- INSTRUCTIONS FOR THE TASK
Write out, word for word, the part of the listing below that opens with the line containing "options = cairo.FontOptions()" and closes with the line containing "c.new_sub_path()", keeping both of those lines and adding no others.

- EXERCISE DATA
------------------------------------

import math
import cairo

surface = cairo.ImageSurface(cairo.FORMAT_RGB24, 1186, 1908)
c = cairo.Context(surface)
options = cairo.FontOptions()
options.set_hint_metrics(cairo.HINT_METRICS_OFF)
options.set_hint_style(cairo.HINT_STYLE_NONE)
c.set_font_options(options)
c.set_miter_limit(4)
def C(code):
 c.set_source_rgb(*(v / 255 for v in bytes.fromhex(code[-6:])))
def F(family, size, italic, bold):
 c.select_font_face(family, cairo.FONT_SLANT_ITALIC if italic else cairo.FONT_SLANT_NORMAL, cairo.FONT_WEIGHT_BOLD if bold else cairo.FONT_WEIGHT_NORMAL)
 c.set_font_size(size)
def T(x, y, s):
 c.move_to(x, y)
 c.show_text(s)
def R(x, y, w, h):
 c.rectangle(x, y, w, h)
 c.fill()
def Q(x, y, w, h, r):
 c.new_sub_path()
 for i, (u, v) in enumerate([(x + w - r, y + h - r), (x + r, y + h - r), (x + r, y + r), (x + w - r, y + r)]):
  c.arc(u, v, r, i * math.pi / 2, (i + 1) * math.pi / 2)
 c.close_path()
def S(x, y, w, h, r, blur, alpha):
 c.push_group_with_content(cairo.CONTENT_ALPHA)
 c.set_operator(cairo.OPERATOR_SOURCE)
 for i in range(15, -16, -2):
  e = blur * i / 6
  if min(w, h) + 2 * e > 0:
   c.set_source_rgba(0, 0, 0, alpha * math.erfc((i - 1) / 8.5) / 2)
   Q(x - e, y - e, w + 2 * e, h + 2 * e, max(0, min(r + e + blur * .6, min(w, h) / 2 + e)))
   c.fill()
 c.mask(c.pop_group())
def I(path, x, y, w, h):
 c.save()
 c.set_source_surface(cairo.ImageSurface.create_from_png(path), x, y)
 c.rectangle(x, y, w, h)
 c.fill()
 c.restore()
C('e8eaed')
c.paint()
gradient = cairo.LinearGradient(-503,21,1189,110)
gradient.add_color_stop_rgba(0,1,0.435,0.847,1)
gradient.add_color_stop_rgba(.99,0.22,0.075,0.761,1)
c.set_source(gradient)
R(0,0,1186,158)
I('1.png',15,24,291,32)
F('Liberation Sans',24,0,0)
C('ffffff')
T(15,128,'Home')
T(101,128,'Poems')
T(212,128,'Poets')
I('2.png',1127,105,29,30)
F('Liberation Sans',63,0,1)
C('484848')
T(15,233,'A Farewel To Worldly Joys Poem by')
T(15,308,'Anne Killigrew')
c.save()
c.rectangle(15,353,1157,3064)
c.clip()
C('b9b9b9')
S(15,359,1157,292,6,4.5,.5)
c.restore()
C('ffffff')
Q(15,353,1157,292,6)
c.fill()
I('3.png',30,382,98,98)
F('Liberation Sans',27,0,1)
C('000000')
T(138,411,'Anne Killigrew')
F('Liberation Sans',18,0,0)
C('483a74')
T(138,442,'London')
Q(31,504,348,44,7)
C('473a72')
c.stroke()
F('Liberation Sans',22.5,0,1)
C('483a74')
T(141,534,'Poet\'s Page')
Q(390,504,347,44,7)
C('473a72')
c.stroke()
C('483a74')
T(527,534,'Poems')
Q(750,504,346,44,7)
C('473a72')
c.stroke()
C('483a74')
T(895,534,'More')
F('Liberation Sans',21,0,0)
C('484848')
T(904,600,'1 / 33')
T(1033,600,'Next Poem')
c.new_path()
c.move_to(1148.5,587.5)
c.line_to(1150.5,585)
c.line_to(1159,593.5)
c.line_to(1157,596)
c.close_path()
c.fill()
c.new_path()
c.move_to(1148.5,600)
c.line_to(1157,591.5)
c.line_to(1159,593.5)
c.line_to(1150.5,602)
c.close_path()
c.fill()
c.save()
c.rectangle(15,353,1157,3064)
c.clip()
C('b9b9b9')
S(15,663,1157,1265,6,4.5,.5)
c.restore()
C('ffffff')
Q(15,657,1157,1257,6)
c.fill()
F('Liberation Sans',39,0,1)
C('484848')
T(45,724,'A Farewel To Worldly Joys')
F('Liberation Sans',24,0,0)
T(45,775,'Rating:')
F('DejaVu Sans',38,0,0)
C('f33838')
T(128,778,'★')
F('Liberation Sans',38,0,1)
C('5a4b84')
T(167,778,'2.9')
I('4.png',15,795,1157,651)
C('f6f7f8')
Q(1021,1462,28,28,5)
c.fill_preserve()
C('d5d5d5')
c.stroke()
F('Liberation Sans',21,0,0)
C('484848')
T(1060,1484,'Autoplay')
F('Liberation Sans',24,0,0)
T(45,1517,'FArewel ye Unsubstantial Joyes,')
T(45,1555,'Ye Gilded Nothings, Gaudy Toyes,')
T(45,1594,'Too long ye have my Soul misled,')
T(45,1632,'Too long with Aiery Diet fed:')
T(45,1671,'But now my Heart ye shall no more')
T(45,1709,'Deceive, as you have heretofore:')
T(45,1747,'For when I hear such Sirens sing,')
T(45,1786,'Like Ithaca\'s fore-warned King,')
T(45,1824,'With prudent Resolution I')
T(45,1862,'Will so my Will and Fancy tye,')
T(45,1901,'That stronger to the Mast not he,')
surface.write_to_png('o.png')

------------------------------------

- RESPONSE TO THE EXERCISE
options = cairo.FontOptions()
options.set_hint_metrics(cairo.HINT_METRICS_OFF)
options.set_hint_style(cairo.HINT_STYLE_NONE)
c.set_font_options(options)
c.set_miter_limit(4)
def C(code):
 c.set_source_rgb(*(v / 255 for v in bytes.fromhex(code[-6:])))
def F(family, size, italic, bold):
 c.select_font_face(family, cairo.FONT_SLANT_ITALIC if italic else cairo.FONT_SLANT_NORMAL, cairo.FONT_WEIGHT_BOLD if bold else cairo.FONT_WEIGHT_NORMAL)
 c.set_font_size(size)
def T(x, y, s):
 c.move_to(x, y)
 c.show_text(s)
def R(x, y, w, h):
 c.rectangle(x, y, w, h)
 c.fill()
def Q(x, y, w, h, r):
 c.new_sub_path()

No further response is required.